In affirming the First Circuit’s ruling, the Supreme Court agreed that the MUTPA claim was in substance a fraud claim. The Court rejected the cigarette manufacturers’ argument that Congress could not have intended to permit the enforcement of state fraud rules because doing so would defeat the Labeling Act’s purpose of preventing nonuniform state warning requirements. Rather, the Court perceived no lack of uniformity because “fraud claims rely only on a single, uniform standard: falsity.” Id. at 545. The Court also held that “the presence of the federally mandated warnings may bear on the materiality of [the manufacturers’] allegedly fraudulent statements, but that possibility does not change [the plaintiffs’] case from one about the statements into one about the warnings.” Id. at 546.
The Supreme Court also held that the Labeling Act did not pre-empt the MUTPA claim because the Act pre-empts only rules that are based on smoking and health, and MUTPA says nothing about either “smoking” or “health,” but instead creates a general duty not to deceive. Id. at 547. The Court also stressed Congress’ use of the phrase “based on smoking and health,” as opposed to “relating to smoking and health,” in Section 5(b) of the Act.
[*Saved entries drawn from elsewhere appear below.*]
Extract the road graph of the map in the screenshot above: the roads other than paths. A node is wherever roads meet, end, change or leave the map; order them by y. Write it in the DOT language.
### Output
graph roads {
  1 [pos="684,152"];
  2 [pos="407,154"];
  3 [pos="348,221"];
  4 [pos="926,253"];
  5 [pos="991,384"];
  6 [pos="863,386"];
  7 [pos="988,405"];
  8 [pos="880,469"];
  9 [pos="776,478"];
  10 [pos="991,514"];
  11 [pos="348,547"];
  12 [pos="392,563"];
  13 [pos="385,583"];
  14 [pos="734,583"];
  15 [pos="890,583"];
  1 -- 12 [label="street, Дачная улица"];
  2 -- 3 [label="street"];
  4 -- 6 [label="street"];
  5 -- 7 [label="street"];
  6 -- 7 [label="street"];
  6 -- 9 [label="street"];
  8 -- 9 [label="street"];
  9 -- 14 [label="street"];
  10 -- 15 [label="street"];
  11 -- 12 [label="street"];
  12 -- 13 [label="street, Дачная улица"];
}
The Court held that the phrase “based on” is narrower and describes a more direct relationship than “relating to.” The narrower phrase “based on smoking and health” did not encompass the general duty not to make fraudulent statements. Id. at 548-49.
The ruling in Altria Group is likely to be cited by plaintiffs for the broad proposition that the duty not to deceive underpinning most state unfair trade practices statutes does not conflict with federal law.